▼
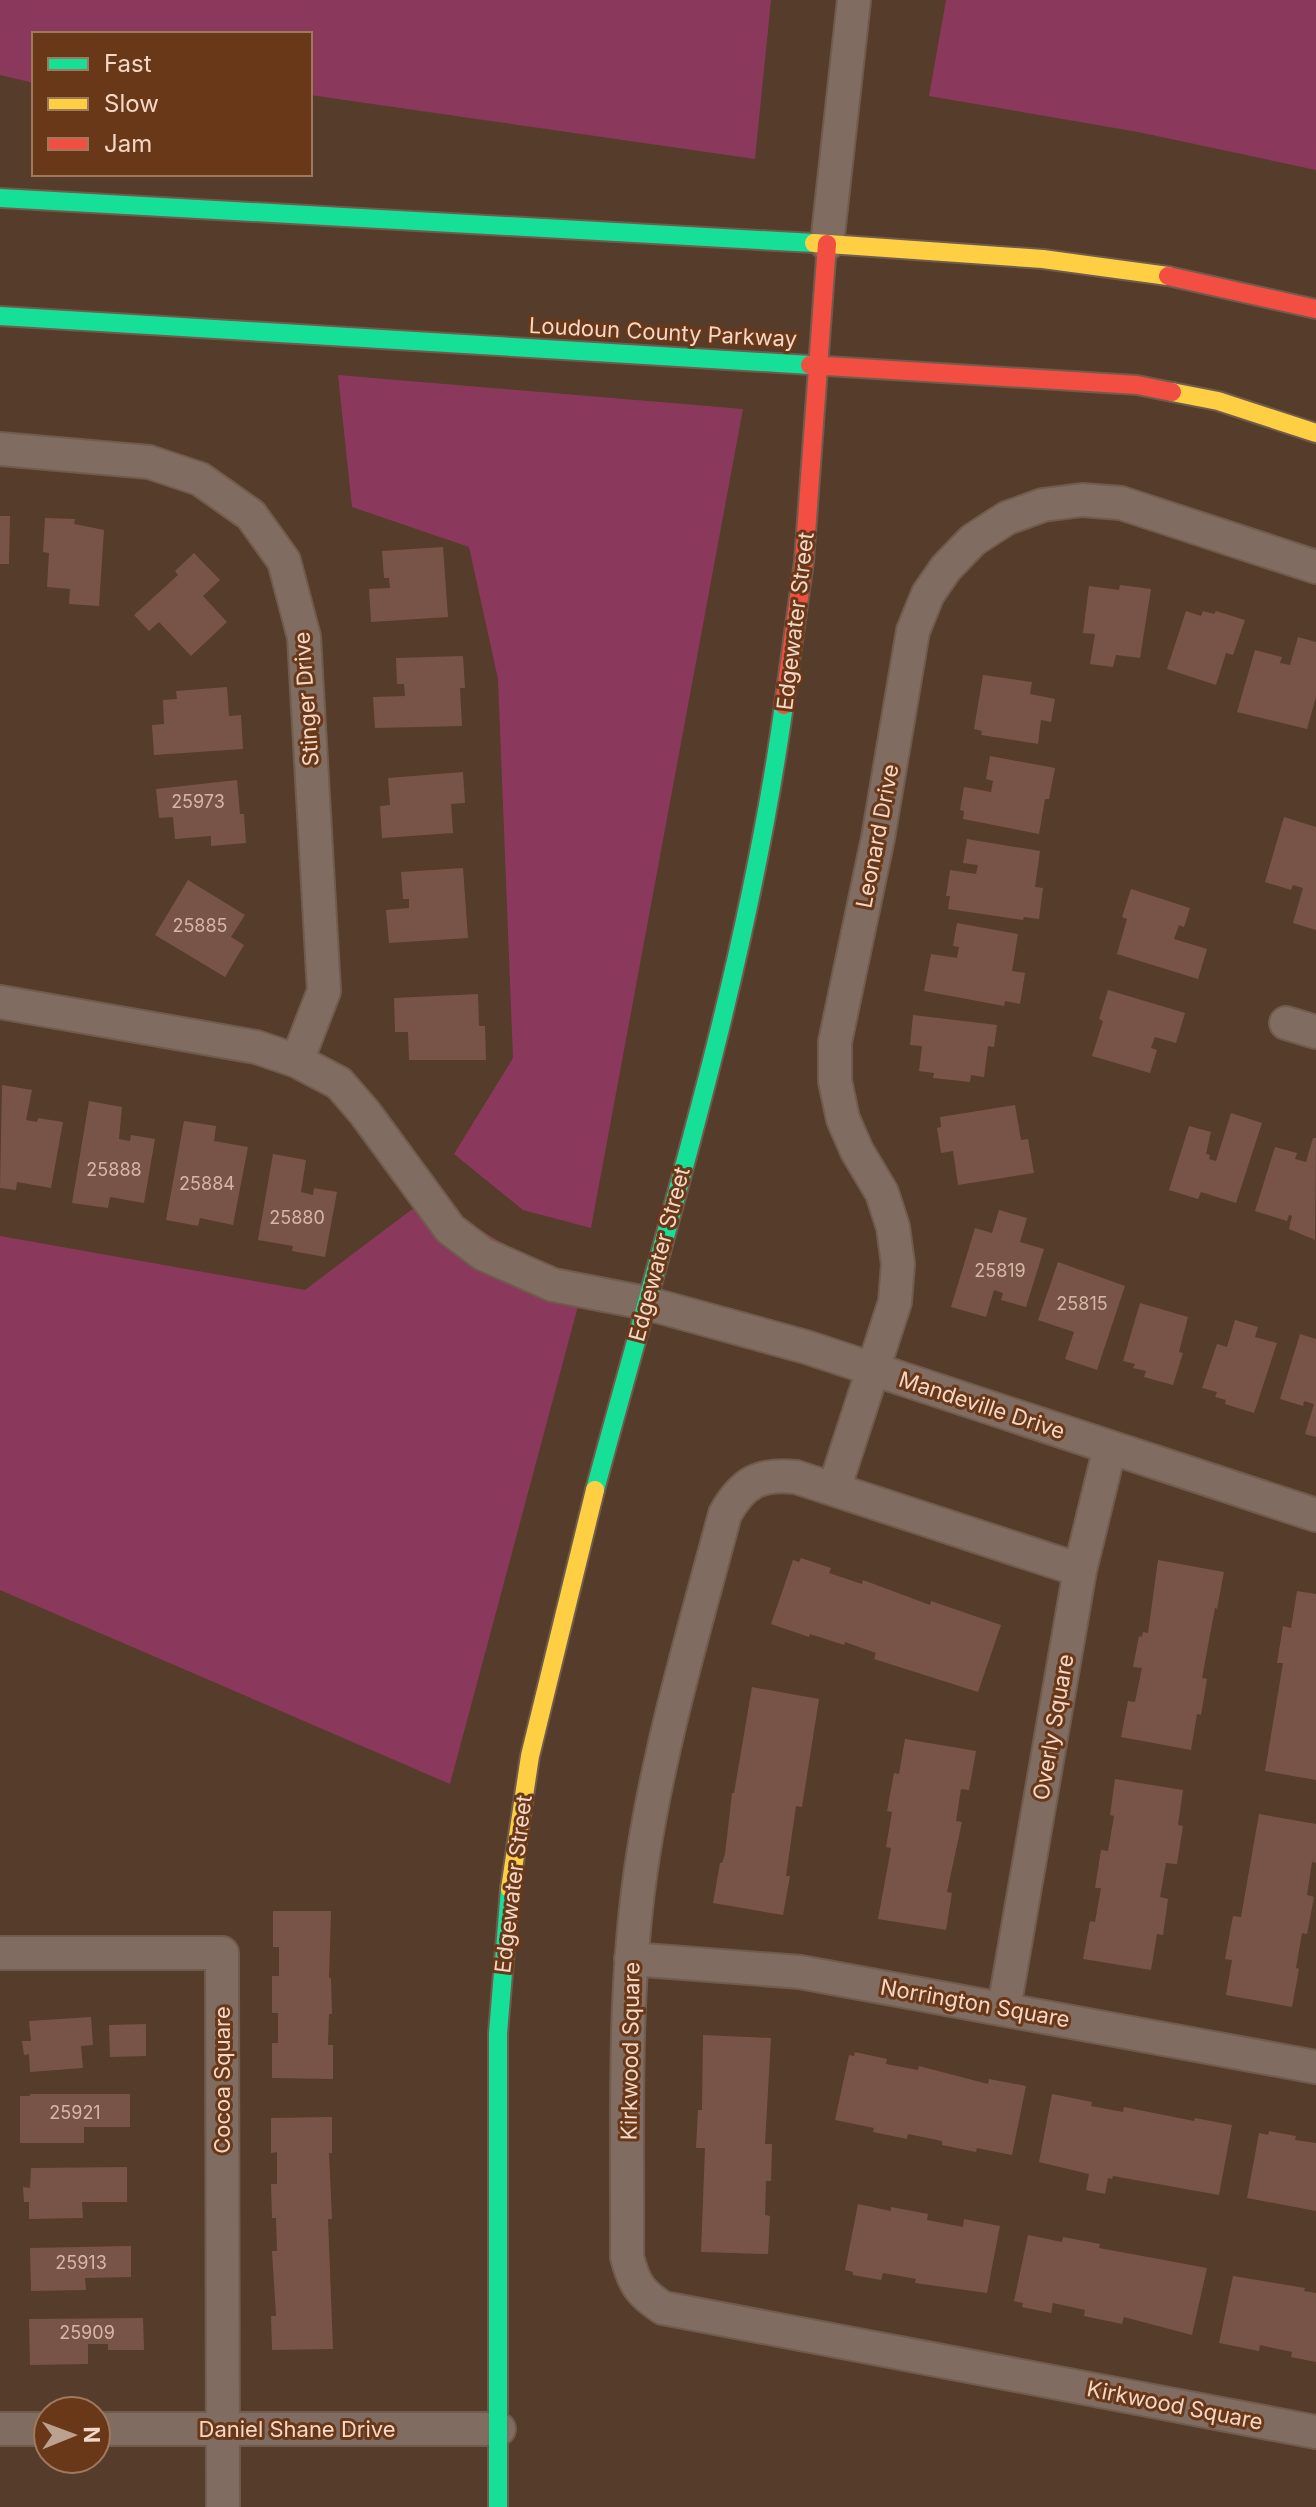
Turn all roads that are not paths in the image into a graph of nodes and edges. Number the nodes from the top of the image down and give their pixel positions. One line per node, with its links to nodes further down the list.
1 (854, 0): 3 (street, Edgewater Street)
2 (0, 198): 3 (main road)
3 (827, 244): 4 (main road); 6 (main road, Edgewater Street)
4 (1316, 309)
5 (0, 316): 6 (main road, Loudoun County Parkway)
6 (818, 365): 7 (main road, Loudoun County Parkway); 12 (main road, Edgewater Street)
7 (1316, 433)
8 (0, 449): 11 (street, Stinger Drive)
9 (1316, 567): 13 (street, Leonard Drive)
10 (0, 1002): 11 (street)
11 (297, 1061): 12 (street)
12 (646, 1303): 13 (street, Mandeville Drive); 26 (main road, Edgewater Street)
13 (874, 1370): 14 (street, Mandeville Drive); 15 (street, Leonard Drive)
14 (1110, 1447): 16 (street, Mandeville Drive); 17 (street, Overly Square)
15 (834, 1489): 17 (street, Kirkwood Square); 19 (street, Kirkwood Square)
16 (1316, 1515)
17 (1080, 1570): 20 (street, Overly Square)
18 (0, 1953): 25 (street, Cocoa Square)
19 (631, 1959): 20 (street, Norrington Square); 27 (street, Kirkwood Square)
20 (1004, 2008): 21 (street, Norrington Square)
21 (1316, 2067)
22 (0, 2429): 23 (street)
23 (32, 2429)
24 (112, 2429): 25 (street, Daniel Shane Drive)
25 (222, 2429): 26 (street, Daniel Shane Drive); 28 (street)
26 (499, 2429): 29 (main road, Edgewater Street)
27 (1316, 2432)
28 (223, 2507)
29 (498, 2507)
▲
* **EXERCISE DIRECTIONS**
Exactly as written, give the entries above again, with no images.

* **SOLVED EXERCISE**
Turn all roads that are not paths in the image into a graph of nodes and edges. Number the nodes from the top of the image down and give their pixel positions. One line per node, with its links to nodes further down the list.
1 (854, 0): 3 (street, Edgewater Street)
2 (0, 198): 3 (main road)
3 (827, 244): 4 (main road); 6 (main road, Edgewater Street)
4 (1316, 309)
5 (0, 316): 6 (main road, Loudoun County Parkway)
6 (818, 365): 7 (main road, Loudoun County Parkway); 12 (main road, Edgewater Street)
7 (1316, 433)
8 (0, 449): 11 (street, Stinger Drive)
9 (1316, 567): 13 (street, Leonard Drive)
10 (0, 1002): 11 (street)
11 (297, 1061): 12 (street)
12 (646, 1303): 13 (street, Mandeville Drive); 26 (main road, Edgewater Street)
13 (874, 1370): 14 (street, Mandeville Drive); 15 (street, Leonard Drive)
14 (1110, 1447): 16 (street, Mandeville Drive); 17 (street, Overly Square)
15 (834, 1489): 17 (street, Kirkwood Square); 19 (street, Kirkwood Square)
16 (1316, 1515)
17 (1080, 1570): 20 (street, Overly Square)
18 (0, 1953): 25 (street, Cocoa Square)
19 (631, 1959): 20 (street, Norrington Square); 27 (street, Kirkwood Square)
20 (1004, 2008): 21 (street, Norrington Square)
21 (1316, 2067)
22 (0, 2429): 23 (street)
23 (32, 2429)
24 (112, 2429): 25 (street, Daniel Shane Drive)
25 (222, 2429): 26 (street, Daniel Shane Drive); 28 (street)
26 (499, 2429): 29 (main road, Edgewater Street)
27 (1316, 2432)
28 (223, 2507)
29 (498, 2507)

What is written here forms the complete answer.